| Exercise instructions |
In the data below, find each line containing the string "Plaza" and return it.

(Dataset entries)
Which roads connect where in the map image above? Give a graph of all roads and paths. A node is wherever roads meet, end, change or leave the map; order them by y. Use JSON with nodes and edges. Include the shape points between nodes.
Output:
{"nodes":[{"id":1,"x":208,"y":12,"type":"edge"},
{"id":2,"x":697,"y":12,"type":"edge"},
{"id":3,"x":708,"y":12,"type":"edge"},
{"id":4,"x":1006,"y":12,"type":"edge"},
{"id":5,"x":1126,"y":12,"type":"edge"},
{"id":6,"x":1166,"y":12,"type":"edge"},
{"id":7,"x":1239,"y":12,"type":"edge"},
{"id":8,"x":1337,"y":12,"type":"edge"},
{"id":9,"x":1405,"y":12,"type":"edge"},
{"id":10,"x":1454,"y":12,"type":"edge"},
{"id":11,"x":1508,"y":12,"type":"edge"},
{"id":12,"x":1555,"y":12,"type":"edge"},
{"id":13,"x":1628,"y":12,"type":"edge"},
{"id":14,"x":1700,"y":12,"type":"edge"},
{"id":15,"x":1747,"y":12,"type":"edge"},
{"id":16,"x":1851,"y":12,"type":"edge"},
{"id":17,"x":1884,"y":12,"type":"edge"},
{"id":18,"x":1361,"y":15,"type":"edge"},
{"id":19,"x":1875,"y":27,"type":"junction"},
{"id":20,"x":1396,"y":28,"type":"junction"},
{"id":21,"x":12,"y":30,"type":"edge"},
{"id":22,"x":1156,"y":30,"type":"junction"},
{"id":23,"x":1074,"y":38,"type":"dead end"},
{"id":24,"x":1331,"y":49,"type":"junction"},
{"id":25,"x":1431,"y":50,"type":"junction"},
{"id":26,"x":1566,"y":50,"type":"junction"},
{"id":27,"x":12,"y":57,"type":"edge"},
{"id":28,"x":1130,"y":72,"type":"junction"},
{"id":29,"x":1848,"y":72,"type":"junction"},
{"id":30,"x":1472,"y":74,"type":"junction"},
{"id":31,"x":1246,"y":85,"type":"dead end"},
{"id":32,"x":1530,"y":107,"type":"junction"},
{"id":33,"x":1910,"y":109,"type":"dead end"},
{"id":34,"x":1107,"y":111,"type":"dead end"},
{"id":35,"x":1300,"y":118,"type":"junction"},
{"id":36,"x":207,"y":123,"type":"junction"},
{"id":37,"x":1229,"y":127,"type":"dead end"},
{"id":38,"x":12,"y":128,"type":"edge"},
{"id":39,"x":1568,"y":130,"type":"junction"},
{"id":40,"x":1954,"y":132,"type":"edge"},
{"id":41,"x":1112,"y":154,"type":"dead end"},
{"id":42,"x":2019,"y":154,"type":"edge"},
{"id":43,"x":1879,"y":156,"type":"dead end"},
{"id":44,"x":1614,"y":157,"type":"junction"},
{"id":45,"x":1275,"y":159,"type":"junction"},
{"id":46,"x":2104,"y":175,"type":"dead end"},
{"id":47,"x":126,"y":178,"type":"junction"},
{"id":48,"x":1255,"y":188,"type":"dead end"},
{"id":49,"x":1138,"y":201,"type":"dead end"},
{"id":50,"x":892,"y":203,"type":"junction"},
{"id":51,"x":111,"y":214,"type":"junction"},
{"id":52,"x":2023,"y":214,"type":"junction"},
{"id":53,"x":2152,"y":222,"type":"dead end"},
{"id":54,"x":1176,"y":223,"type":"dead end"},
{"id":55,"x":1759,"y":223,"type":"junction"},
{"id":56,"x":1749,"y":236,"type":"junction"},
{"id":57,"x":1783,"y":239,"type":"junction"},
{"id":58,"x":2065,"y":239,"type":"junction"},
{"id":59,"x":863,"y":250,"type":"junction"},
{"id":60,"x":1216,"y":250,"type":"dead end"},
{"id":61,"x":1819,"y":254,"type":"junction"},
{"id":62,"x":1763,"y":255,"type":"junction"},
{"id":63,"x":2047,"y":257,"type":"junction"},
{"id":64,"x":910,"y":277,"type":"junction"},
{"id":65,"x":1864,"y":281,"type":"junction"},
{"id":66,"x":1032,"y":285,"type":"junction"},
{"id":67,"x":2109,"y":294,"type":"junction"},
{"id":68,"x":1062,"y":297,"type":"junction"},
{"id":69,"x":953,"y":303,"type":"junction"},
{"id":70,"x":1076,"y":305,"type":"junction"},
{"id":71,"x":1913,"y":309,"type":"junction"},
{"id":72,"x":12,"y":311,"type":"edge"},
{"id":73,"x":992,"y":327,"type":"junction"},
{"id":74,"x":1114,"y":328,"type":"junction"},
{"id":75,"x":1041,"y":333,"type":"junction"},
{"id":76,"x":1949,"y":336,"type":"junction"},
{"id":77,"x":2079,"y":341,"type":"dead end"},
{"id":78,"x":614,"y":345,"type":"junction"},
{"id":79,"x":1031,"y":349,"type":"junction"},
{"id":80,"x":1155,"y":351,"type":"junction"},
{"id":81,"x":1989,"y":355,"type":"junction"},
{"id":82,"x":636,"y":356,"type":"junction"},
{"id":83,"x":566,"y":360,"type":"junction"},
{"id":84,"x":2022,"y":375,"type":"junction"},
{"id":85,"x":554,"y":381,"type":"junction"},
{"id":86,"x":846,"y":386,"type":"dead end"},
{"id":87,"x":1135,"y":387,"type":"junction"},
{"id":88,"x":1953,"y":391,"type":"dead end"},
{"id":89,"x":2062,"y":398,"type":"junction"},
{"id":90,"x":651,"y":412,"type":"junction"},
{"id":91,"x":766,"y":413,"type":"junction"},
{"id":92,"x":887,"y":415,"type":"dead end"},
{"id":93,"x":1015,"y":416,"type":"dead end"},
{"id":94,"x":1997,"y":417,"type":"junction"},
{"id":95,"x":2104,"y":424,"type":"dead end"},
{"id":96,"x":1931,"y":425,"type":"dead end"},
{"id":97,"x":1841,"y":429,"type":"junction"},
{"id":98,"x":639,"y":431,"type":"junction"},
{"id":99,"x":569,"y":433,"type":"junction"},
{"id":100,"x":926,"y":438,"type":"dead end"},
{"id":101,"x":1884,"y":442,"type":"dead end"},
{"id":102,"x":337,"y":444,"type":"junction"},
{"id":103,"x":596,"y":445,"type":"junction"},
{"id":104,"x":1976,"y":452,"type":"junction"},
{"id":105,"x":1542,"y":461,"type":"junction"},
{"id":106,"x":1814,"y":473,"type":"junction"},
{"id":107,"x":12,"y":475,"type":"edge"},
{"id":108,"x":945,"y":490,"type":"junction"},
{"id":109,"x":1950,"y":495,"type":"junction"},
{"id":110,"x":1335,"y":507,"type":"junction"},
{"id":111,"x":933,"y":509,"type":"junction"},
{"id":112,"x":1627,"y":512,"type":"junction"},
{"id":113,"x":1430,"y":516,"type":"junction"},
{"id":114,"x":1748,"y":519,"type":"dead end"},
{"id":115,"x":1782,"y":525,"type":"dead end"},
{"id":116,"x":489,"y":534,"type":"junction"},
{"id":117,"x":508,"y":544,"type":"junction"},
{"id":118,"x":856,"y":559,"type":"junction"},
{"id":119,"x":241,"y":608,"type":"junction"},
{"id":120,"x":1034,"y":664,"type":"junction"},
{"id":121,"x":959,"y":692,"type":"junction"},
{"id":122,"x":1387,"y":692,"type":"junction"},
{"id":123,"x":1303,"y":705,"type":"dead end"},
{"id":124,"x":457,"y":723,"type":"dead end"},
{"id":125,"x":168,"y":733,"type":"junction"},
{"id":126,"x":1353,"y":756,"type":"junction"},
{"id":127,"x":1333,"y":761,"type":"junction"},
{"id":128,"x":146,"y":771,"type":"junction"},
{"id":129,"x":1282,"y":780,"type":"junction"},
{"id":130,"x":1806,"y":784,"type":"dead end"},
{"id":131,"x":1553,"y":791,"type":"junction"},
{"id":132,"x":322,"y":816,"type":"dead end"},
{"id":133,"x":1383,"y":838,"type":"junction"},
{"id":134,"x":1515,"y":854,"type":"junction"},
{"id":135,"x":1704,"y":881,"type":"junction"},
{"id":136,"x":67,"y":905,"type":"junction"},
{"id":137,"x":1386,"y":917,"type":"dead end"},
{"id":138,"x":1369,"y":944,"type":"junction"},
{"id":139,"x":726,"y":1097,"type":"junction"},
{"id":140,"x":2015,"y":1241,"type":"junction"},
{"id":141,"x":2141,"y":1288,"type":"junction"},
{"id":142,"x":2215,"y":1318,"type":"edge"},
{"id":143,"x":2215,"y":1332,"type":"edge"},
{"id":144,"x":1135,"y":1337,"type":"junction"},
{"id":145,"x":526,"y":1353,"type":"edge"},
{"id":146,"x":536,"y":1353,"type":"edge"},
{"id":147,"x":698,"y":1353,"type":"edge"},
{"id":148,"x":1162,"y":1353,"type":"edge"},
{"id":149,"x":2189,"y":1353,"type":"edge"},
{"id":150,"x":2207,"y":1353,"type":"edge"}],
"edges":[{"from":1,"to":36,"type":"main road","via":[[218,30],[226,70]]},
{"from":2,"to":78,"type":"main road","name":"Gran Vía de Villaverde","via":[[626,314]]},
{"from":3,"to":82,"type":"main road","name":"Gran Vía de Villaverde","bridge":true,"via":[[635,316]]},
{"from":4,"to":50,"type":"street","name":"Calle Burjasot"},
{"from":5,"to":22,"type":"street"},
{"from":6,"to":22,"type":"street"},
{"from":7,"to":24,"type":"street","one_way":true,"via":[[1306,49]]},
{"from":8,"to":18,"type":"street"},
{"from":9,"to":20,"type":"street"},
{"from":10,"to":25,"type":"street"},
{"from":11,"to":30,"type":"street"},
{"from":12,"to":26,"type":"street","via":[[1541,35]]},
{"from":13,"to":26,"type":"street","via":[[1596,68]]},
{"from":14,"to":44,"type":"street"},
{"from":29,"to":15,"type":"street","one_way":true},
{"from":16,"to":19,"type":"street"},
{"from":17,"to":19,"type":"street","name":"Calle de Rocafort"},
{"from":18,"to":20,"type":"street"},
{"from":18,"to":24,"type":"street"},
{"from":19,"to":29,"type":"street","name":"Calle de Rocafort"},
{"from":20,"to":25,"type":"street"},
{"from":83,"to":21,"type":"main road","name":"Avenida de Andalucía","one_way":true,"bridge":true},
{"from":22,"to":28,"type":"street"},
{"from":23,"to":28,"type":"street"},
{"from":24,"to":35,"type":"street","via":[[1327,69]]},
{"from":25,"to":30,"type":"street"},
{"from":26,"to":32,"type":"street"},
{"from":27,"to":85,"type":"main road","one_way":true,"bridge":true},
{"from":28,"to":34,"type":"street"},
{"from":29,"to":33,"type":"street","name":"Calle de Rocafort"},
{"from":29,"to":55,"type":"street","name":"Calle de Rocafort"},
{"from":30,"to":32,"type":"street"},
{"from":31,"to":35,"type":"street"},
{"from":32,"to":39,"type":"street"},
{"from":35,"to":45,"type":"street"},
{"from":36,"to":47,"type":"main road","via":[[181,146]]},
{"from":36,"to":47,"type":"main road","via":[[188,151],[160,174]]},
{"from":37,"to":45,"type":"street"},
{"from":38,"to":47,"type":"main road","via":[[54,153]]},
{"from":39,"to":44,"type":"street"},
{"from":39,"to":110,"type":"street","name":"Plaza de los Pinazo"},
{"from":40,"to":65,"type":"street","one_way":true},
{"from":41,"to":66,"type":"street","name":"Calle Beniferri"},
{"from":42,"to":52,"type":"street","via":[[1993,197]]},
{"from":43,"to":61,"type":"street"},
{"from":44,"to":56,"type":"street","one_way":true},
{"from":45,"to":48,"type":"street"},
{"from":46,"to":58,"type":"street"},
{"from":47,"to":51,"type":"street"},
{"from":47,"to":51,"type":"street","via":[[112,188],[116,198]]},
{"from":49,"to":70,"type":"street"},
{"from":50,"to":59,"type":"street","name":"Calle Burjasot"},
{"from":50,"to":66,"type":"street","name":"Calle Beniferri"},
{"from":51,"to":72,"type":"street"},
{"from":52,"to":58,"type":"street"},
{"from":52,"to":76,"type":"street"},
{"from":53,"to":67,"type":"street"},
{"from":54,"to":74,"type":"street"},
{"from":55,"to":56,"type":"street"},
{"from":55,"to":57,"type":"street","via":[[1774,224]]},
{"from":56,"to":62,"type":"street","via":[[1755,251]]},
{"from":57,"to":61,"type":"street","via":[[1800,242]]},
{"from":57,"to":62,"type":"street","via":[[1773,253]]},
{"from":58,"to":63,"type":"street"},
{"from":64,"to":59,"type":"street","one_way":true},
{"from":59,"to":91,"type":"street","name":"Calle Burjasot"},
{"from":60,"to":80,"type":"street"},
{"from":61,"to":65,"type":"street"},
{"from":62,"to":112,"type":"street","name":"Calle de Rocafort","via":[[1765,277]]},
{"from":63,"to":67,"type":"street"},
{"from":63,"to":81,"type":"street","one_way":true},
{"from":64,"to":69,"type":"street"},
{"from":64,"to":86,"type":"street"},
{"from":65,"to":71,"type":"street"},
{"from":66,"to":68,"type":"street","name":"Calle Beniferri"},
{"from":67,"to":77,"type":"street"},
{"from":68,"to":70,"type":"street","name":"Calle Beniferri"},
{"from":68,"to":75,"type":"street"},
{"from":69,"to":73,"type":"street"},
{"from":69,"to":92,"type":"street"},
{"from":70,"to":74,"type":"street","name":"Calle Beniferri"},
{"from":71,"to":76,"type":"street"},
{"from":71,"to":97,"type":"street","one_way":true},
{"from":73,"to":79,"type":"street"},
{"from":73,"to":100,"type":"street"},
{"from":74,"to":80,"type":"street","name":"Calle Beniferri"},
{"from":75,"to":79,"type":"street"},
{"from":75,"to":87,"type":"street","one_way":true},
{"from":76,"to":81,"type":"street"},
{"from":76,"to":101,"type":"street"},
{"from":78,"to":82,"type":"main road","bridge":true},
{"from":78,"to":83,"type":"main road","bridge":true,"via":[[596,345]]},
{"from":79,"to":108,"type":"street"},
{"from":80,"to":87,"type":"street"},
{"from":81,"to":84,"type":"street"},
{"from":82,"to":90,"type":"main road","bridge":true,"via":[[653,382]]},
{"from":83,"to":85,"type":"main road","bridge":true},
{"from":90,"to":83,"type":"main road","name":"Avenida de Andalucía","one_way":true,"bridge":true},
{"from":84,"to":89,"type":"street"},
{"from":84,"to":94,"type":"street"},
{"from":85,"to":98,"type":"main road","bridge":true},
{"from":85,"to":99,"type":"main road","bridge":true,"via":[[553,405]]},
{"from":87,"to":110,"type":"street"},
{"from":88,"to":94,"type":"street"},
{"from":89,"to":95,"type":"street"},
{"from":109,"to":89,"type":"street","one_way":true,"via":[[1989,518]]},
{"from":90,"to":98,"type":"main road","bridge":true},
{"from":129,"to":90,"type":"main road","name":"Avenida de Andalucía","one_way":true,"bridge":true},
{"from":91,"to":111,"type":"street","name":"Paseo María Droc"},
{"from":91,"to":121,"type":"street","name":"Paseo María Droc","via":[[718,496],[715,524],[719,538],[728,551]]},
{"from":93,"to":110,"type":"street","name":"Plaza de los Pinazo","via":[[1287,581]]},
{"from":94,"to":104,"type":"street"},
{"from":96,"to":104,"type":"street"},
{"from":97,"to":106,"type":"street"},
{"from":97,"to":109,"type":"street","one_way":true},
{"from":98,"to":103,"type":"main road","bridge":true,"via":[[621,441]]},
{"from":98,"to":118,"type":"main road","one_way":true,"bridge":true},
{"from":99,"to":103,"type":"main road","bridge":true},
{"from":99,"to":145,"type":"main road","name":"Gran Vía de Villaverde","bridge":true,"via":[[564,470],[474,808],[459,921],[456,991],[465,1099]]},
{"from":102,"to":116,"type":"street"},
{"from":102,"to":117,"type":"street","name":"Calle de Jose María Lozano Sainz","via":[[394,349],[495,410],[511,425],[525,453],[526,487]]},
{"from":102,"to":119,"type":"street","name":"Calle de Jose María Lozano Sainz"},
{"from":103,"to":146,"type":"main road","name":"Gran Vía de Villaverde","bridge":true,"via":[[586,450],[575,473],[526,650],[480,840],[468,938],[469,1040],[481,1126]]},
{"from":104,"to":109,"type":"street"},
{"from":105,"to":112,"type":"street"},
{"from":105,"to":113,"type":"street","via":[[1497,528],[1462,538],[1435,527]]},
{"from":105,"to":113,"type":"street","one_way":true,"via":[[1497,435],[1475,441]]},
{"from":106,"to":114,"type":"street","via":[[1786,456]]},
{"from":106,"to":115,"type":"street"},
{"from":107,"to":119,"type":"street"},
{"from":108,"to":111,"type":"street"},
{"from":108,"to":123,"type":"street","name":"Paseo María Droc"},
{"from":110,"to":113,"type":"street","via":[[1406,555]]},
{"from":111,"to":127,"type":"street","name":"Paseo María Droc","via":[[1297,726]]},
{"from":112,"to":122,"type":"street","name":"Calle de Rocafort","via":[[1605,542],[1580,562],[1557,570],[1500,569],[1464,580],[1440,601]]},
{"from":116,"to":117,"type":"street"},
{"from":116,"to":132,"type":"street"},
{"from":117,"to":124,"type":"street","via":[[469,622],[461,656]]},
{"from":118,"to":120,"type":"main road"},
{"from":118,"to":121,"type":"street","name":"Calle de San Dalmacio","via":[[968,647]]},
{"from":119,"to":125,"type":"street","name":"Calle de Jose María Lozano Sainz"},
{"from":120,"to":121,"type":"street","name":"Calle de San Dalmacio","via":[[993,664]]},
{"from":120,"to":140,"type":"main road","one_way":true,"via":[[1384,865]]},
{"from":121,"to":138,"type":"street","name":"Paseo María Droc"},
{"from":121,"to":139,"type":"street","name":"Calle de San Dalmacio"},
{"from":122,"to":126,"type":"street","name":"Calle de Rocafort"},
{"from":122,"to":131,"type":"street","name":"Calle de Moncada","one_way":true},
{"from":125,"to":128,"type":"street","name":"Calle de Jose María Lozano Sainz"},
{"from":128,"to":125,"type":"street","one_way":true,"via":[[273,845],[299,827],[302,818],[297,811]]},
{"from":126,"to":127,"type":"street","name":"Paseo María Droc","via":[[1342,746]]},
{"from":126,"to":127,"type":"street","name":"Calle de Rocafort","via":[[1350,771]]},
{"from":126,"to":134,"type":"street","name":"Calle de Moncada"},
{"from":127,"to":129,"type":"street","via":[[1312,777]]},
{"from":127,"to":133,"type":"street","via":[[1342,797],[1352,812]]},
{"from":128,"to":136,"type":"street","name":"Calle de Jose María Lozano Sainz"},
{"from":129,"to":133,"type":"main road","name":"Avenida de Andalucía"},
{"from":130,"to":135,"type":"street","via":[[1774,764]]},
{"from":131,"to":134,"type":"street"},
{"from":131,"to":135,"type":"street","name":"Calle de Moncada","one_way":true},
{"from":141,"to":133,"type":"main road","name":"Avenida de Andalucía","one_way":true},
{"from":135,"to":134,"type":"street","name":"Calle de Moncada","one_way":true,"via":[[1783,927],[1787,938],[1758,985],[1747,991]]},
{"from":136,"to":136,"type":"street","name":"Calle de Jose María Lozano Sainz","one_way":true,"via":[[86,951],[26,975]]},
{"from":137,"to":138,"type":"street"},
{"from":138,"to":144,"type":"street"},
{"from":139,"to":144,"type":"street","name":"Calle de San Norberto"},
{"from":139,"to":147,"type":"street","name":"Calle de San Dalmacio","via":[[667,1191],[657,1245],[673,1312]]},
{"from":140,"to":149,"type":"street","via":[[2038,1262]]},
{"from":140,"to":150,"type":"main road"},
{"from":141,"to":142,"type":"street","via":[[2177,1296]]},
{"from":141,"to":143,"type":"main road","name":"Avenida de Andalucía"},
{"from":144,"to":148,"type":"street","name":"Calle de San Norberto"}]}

| Result for this task |
{"from":39,"to":110,"type":"street","name":"Plaza de los Pinazo"},
{"from":93,"to":110,"type":"street","name":"Plaza de los Pinazo","via":[[1287,581]]},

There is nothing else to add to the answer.